▽

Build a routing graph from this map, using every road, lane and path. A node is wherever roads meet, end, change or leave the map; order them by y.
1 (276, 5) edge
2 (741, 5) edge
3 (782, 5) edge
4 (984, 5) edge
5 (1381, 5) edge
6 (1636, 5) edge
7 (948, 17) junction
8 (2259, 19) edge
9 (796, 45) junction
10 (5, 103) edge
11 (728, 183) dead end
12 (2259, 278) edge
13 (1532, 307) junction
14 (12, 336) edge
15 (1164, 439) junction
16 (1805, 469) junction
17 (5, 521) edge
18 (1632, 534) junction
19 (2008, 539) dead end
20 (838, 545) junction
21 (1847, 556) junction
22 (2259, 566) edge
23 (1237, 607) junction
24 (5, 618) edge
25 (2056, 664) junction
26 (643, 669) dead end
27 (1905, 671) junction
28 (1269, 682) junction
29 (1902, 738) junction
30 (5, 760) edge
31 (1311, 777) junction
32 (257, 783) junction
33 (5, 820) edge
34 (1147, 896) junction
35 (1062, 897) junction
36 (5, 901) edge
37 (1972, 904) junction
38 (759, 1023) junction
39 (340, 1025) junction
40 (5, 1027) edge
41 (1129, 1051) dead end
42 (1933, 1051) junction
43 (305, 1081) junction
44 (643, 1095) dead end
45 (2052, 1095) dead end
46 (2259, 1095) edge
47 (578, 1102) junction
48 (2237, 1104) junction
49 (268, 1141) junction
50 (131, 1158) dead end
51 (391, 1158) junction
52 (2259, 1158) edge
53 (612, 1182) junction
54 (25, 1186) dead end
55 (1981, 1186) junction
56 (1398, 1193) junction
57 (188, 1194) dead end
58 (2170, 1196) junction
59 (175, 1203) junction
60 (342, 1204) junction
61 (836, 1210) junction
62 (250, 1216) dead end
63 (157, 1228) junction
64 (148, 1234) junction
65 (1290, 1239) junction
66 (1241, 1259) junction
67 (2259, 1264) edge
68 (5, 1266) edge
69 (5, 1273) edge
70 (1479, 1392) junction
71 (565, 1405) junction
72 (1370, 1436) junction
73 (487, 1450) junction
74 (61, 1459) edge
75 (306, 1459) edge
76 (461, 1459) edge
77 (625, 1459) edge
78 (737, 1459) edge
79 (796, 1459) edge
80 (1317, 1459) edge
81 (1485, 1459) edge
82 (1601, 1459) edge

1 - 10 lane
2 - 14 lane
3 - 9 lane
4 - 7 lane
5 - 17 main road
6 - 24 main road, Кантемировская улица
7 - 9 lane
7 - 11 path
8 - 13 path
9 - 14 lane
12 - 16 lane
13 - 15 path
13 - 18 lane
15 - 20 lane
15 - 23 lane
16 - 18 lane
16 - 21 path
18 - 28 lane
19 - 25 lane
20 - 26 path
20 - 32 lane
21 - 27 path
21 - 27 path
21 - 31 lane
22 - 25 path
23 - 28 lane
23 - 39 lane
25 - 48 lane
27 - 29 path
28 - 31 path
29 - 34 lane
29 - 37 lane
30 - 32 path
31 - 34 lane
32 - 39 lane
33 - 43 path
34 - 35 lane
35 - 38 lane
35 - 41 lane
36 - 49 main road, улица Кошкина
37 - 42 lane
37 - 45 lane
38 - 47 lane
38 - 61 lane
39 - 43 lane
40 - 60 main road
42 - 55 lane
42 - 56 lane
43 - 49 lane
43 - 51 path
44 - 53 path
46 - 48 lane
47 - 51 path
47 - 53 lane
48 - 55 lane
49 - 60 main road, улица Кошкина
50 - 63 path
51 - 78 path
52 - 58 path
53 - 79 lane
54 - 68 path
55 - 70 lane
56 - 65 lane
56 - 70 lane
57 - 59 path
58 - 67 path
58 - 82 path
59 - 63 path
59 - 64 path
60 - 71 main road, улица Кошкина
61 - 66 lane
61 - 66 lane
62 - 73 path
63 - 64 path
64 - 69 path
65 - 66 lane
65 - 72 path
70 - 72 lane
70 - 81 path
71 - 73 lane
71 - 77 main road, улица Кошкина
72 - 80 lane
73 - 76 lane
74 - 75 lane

△

PROBLEM DETAILS >> The required answer is the number of lines in the listing above that contain the word "road", with nothing added.

RESPONSE BOX >> 8